I. Beendigung der unbeschränkten Steuerpflicht

Um nicht weiterhin in Deutschland mit dem Welteinkommen steuerpflichtig zu sein, muss zwingend Ihr Wohnsitz und gewöhnlicher Aufenthalt aufgegeben werden.

1. Aufgabe des Wohnsitzes nach § 8 AO

Zur Aufgabe Ihres Wohnsitzes dürfen Sie keine Wohnung mehr in Deutschland innehaben, die darauf schließen lässt, dass Sie diese zu Wohnzwecken beibehalten und benutzen werden. Eine Wohnung, die Ihnen jederzeit als Bleibe zur Verfügung steht (auch das immer gleiche Hotelzimmer), ist somit zwingend aufzugeben (Ausnahme: Fremdvermietung des Immobilieneigentums). Konkret ist hierfür die Kündigung des Mietvertrags und aller damit zusammenhängenden Verträge, eine Schlüsselübergabe samt Übergabeprotokoll sowie die Abmeldung bei der Meldebehörde erforderlich.

2. Aufgabe des gewöhnlichen Aufenthalts nach § 9 AO

Für die Beendigung des gewöhnlichen Aufenthalts müssen objektive Umstände aufzeigen, dass sich Ihr privater und beruflicher Lebensmittelpunkt im Ausland befindet.

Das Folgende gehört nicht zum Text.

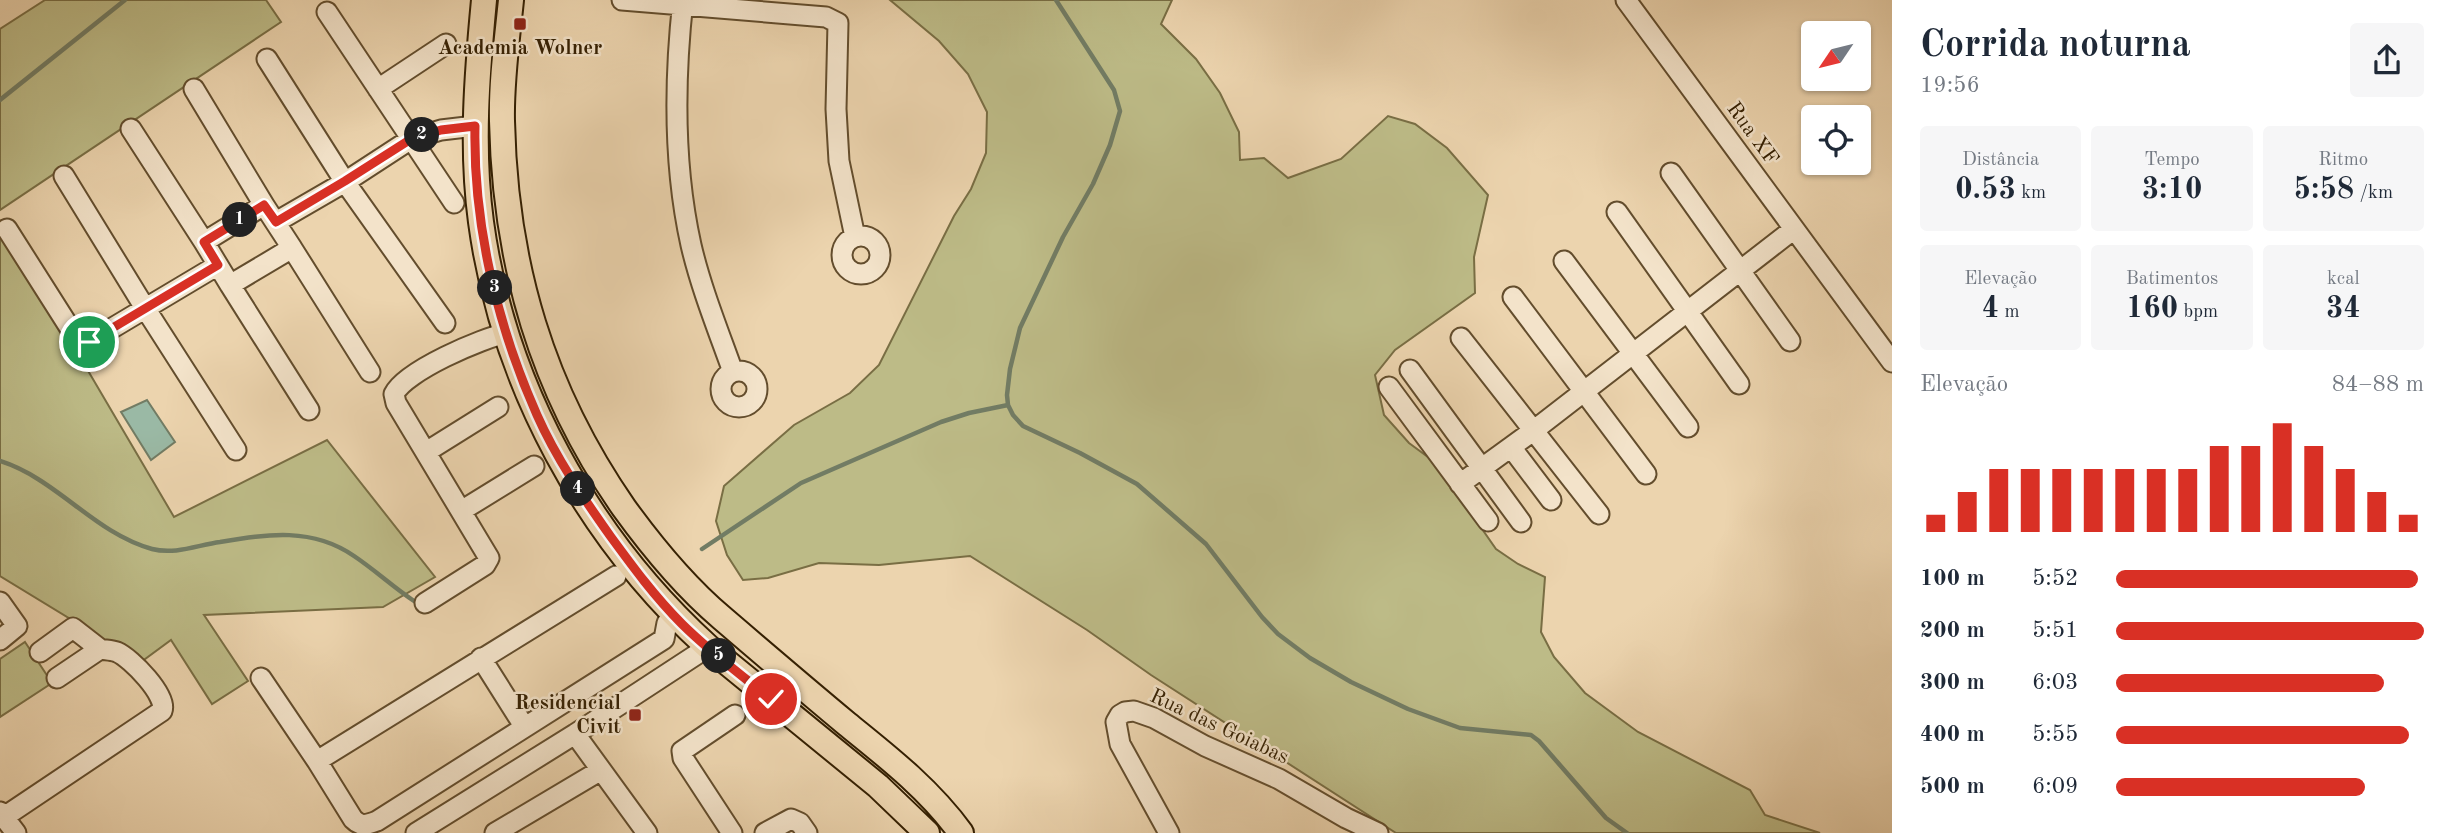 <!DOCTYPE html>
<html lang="pt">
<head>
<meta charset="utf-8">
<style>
	body { margin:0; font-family:"Old Standard TT",serif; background:#f6f6f7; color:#1f2937; height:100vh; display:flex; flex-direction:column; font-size:26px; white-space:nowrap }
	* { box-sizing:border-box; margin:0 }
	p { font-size:23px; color:#747a83 }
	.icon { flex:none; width:38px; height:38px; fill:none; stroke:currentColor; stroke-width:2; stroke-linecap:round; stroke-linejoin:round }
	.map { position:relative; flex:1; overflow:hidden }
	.sheet { display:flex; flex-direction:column; background:#fff; width:560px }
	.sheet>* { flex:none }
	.needle { width:46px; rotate:235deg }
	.fabs { position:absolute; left:1801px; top:21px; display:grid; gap:14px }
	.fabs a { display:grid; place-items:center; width:70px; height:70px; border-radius:7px; background:#fff; box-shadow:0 2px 5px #0004; font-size:35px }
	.pin { position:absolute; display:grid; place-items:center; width:60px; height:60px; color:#fff; margin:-30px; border:4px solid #fff; border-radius:50%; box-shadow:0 2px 7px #0007 }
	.km { position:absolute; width:35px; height:35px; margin:-18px; border-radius:50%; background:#222; color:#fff; font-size:19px; line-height:35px; text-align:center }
	.round { display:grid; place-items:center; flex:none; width:74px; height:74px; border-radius:7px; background:#f6f6f7 }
	.headline { display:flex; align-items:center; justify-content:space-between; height:119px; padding:0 28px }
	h1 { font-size:38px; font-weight:800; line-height:52px }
	.stats { display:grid; grid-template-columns:repeat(3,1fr); gap:10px; height:119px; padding:7px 28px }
	.stats div { display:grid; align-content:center; border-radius:7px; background:#f6f6f7; text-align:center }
	.stats b { font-size:30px; font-weight:800 }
	.stats small { font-size:19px; font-weight:400 }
	.stats p { font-size:19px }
	.chart { height:196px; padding:14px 28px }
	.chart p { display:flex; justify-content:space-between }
	.chart svg { width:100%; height:126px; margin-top:7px; stroke:#d93025; stroke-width:6 }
	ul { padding:0 28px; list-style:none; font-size:23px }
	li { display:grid; grid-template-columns:112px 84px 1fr; align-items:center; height:52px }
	li i { height:18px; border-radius:9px; background:#d93025 }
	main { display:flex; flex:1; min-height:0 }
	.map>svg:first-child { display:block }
	.green { fill:#bdbb87; stroke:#796e44; stroke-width:2 }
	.water { fill:#9ab9a5; stroke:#727c64; stroke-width:2 }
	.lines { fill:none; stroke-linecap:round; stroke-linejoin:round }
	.stream { stroke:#727c64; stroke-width:4.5 }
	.minor-casing { stroke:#634d2d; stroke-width:23 }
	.major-casing { stroke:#352002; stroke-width:28 }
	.minor { stroke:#f3e3ca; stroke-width:19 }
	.major { stroke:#ecd4ae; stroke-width:24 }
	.route-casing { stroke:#fff; stroke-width:14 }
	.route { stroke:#d93025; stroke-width:9 }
	.poi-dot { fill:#8f2418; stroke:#f3e3ca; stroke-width:2.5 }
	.labels { text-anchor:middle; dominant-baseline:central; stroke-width:5; stroke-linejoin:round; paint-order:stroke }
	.poi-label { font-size:21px; font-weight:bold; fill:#352002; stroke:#f3e3ca }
	.street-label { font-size:21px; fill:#352002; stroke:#f3e3ca }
</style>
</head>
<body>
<main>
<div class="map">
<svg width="1892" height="833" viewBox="0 0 1892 833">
	<rect width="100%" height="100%" fill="#ecd4ae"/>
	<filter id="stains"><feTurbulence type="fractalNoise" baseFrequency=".00286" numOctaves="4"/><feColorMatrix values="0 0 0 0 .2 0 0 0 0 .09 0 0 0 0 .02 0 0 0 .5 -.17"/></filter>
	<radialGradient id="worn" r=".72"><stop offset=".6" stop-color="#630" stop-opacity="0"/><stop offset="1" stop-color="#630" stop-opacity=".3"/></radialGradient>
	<path class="green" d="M45,0H266L281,22L0,210V29Z
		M890,0H1172L1161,24L1196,59L1220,93L1239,132L1240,160L1264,158L1288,178L1341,159L1388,116L1415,124L1447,148L1488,195L1474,257L1475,293L1395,350L1375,375L1384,415L1409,443L1436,463L1496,549L1518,564L1545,577L1541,632L1554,657L1585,693L1638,732L1750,790L1765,815L1820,833H1396L1151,675L1087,630L970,556L879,565L819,563L768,578L743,580L727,555L716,521L724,486L794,425L850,393L879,365L954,216L971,189L986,153L987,112L968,74L939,41Z
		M0,221L174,517L327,440L435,577L383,607L204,615L248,681L212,704L171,640L141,662L0,576Z
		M25,642L52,683L0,717V659Z"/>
	<path class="water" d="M147,400L175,442L151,460L121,412Z"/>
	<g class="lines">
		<path class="stream" d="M1056,0L1114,90L1120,111L1110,145L1093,184L1063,237L1020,328L1010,369L1007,395L1008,405L1013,415L1023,426L1080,453L1137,484L1206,544L1262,617L1278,634L1310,658L1351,682L1408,709L1460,728L1531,735L1539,741L1606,818L1627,833
			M0,100L125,0
			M0,461C57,479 94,533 152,549C175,555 198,545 220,542C268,534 312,527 354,556C375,570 393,587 414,601
			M702,549L801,483L941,422L969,413L1008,405"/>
		<g class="minor-casing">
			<path id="minor" d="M622,0L826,17L838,23L836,109L839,161L855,237
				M683,0C674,82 673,164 691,245C701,288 718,330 733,372
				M1626,0L1892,362
				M327,12L454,203
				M267,59L345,182L445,323
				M194,89L264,205
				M378,89L446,44
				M131,129L204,242
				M1671,173L1790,341
				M64,176L145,308L236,450
				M264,205L292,248L230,285L204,242Z
				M1617,212L1739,384
				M276,222L345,182L411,139L441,130L475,126
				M7,229L73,333L81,340L89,342L218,265
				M842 255a19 19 0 1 1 38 0a19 19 0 1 1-38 0Z
				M292,248L370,372
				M1564,261L1688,427
				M230,285L309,410
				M1513,297L1646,474
				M1461,338L1599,514
				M1410,370L1521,522
				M721 389a18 18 0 1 1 36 0a18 18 0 1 1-36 0Z
				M1389,387L1488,521
				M1511,447L1551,500
				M426,452L498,407
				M1460,484L1533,431L1794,229
				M461,511L534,466
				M0,602L17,626L0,640
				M425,603L485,565L489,558L396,403L394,394C405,371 482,338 507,333
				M40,652L73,628L100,649
				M481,658L524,726
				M261,678L317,761L353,819C361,827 366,825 377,821L664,639L667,623L675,616
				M575,734L647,833
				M317,761L616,576
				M0,812L16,833
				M4,817L162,711C168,696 131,658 117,652C112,650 105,650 100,649L57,678
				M416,833L575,734L708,647
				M495,833L601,770
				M732,833L683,758L682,751L735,715
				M765,833L791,819L800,823L807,833
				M1169,833L1120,744L1116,722L1120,715L1125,712L1134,711L1154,718L1205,746L1279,779L1346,818L1378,833"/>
		</g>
		<g class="major-casing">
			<path id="major" d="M484,0C477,74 471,148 481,222C503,384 587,537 708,647L878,786L927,833
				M511,0C507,40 501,81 502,121C505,264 542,390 624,508C653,548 684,586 722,618C764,654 805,689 847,724C888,757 930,790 961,833"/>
		</g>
		<use href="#minor" class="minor"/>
		<use href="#major" class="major"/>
	</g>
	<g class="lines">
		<g class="route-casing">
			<path id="route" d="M89,342L218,265L204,242L264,205L276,222L345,181L411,139L441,130L475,126C473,224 497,325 537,415C556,458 584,499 611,537C633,567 655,597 682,624C709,651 741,675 771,699"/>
		</g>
		<use href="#route" class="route"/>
	</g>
	<g class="poi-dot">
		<rect x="513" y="17" width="14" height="14" rx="3.5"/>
		<rect x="628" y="708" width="14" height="14" rx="3.5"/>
	</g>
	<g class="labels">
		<g class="poi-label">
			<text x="520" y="48">Academia Wolner</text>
			<text x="621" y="703" text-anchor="end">Residencial<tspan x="621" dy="24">Civit</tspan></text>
		</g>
		<g class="street-label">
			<text transform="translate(1752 134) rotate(54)">Rua XF</text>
			<text transform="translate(1219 727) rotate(25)">Rua das Goiabas</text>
		</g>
	</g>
	<rect width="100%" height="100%" filter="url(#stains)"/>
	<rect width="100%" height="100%" fill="url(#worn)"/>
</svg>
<div class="fabs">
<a><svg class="needle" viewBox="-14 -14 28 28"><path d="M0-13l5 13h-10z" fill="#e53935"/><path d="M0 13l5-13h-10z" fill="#747a83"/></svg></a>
<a><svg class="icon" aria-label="locate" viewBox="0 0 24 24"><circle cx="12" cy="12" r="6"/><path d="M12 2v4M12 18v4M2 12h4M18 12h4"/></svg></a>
</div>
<div class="pin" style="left:89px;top:342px;background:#1e9e55"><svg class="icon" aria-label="arrive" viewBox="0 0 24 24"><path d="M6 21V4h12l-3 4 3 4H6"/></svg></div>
<div class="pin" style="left:771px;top:699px;background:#d93025"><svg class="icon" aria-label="check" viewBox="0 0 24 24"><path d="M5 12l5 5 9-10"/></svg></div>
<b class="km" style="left:240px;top:220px">1</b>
<b class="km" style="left:422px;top:135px">2</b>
<b class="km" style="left:495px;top:288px">3</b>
<b class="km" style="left:578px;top:489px">4</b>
<b class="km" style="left:719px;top:656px">5</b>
</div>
<section class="sheet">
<div class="headline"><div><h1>Corrida noturna</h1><p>19:56</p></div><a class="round"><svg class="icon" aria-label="share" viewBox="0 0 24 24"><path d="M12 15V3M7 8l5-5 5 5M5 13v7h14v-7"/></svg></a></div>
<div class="stats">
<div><p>Distância</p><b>0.53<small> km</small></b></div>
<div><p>Tempo</p><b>3:10</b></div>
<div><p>Ritmo</p><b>5:58<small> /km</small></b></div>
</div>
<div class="stats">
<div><p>Elevação</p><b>4<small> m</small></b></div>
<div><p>Batimentos</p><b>160<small> bpm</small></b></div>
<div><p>kcal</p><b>34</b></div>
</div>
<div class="chart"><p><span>Elevação</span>84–88 m</p>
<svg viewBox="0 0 160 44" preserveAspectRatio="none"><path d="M5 44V38M15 44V30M25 44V22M35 44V22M45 44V22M55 44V22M65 44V22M75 44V22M85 44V22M95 44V14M105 44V14M115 44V6M125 44V14M135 44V22M145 44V30M155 44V38"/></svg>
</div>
<ul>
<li><b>100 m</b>5:52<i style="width:98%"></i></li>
<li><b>200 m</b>5:51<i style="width:100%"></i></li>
<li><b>300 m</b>6:03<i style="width:87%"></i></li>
<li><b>400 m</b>5:55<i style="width:95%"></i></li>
<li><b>500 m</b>6:09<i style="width:81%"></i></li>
</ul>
</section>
</main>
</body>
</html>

Hierfür sollten Sie sich die folgenden sechs Monate nach dem Wegzug möglichst ausschließlich im Ausland aufhalten. Aufenthalte in Deutschland sollten so kurz wie möglich und keinesfalls länger als drei Wochen andauern. Zudem sollten Sie sämtliche Vertragsbeziehungen, die auf eine Rückkehr nach Deutschland hindeuten (z.B. Fitnessstudio- oder Vereinsmitgliedschaften und Handyverträge), kündigen und persönliche Gegenstände nicht in Deutschland belassen.

II. Prüfung einer etwaigen Entstrickungs- bzw. Wegzugsbesteuerung

Sollten Sie Beteiligungen an einer Personen- oder Kapitalgesellschaft halten, ist unbedingt zu prüfen, ob durch Ihren Wegzug möglicherweise eine Entstrickungs- bzw. Wegzugsbesteuerung ausgelöst wird.

1. Entstrickungsbesteuerung nach § 4 Abs. 1 Satz 3 EStG

Bei einer Beteiligung an einer Personengesellschaft ist für Ihren Wegzug zu prüfen, ob das deutsche Besteuerungsrecht an den im Inland entstandenen stillen Reserven eingeschränkt wird. Dies ist der Fall, sofern Sie eine (Geschäftsleitungs-)Betriebsstätte der Personengesellschaft im Ausland begründen, sodass alle oder ein Teil der Wirtschaftsgüter nicht mehr der inländischen, sondern ausländischen Betriebsstätte zuzuordnen sind.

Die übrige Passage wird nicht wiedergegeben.